Tan Sri Dr. Palan is a social entrepreneur, educator and author. He currently serves as the Pro-Chancellor of the University of Cyberjaya. The chairman of SMRT Holdings and the managing director of Minda Global Berhad, Dr. Palan founded Yayasan Palan (Palan Foundation), a charitable and educational non-profit foundation based in Malaysia. He is a Director on the Board of University Malaya.

Early life and education

Palan grew up in Melaka, Malaysia. He schooled at the St. Francis Institution. From the Nagrathar community with origins from Tamil Nadu, India, his father was a rubber planter.

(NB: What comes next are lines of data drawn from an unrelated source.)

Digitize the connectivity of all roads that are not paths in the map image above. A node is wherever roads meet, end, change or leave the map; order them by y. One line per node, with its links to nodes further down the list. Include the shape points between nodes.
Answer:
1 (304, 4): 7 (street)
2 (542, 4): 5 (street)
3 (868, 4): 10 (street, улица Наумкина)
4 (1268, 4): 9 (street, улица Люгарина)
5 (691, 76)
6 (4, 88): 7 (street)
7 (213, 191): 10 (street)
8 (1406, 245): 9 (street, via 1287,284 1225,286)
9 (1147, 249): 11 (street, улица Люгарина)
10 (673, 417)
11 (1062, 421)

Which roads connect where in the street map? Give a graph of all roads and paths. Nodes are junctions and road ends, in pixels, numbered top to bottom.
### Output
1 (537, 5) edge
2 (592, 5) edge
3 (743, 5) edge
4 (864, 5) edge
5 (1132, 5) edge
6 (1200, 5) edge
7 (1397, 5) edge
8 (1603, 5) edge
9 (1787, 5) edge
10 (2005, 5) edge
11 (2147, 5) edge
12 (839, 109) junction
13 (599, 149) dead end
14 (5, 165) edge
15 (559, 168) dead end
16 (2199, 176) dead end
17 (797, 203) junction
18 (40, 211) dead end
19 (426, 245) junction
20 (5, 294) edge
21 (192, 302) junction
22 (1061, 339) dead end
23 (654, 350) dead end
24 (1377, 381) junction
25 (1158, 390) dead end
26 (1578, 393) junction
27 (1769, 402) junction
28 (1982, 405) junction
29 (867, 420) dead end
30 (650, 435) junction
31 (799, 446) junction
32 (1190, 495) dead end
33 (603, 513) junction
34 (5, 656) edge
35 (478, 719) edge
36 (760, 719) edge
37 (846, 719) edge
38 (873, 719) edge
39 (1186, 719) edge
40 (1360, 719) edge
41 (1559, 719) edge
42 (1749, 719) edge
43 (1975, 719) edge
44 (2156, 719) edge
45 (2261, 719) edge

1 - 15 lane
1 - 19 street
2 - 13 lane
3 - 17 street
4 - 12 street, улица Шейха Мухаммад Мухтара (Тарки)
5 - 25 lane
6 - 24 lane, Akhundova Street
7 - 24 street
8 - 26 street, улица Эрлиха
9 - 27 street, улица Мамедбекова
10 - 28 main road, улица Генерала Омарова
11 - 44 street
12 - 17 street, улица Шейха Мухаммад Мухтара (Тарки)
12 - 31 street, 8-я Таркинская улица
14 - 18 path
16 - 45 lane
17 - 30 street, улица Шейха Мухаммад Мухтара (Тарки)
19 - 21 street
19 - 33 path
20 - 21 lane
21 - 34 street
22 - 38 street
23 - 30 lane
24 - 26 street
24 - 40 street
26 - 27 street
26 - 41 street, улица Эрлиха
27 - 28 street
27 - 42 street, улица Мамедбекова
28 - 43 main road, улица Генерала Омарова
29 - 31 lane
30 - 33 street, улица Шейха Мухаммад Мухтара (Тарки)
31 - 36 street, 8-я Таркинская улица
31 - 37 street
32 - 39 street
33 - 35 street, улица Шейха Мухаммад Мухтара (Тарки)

In 1974, Palan enrolled in the University of Madras, where he pursued a bachelor's degree in Chemistry and then a Master's degree in Arts (Medical and Psychiatric Social Work) Madras School of Social Work graduating in 1979. Subsequently, he completed his MSc (Psychology) with the University of Leicester, United Kingdom. He completed his Advanced Management Programme with the Harvard Business School, USA. He also completed his PhD (Education) with Federation University, Ballarat, Victoria, Australia.

Career
Palan started his career as a Training and Human Resources Specialist. He founded the SMR Group which he took public in 2006. The company's principal services were Education, Human Resources Services and HR Technology. The company was listed on the ACE market of Bursa Malaysia Securities Berhad.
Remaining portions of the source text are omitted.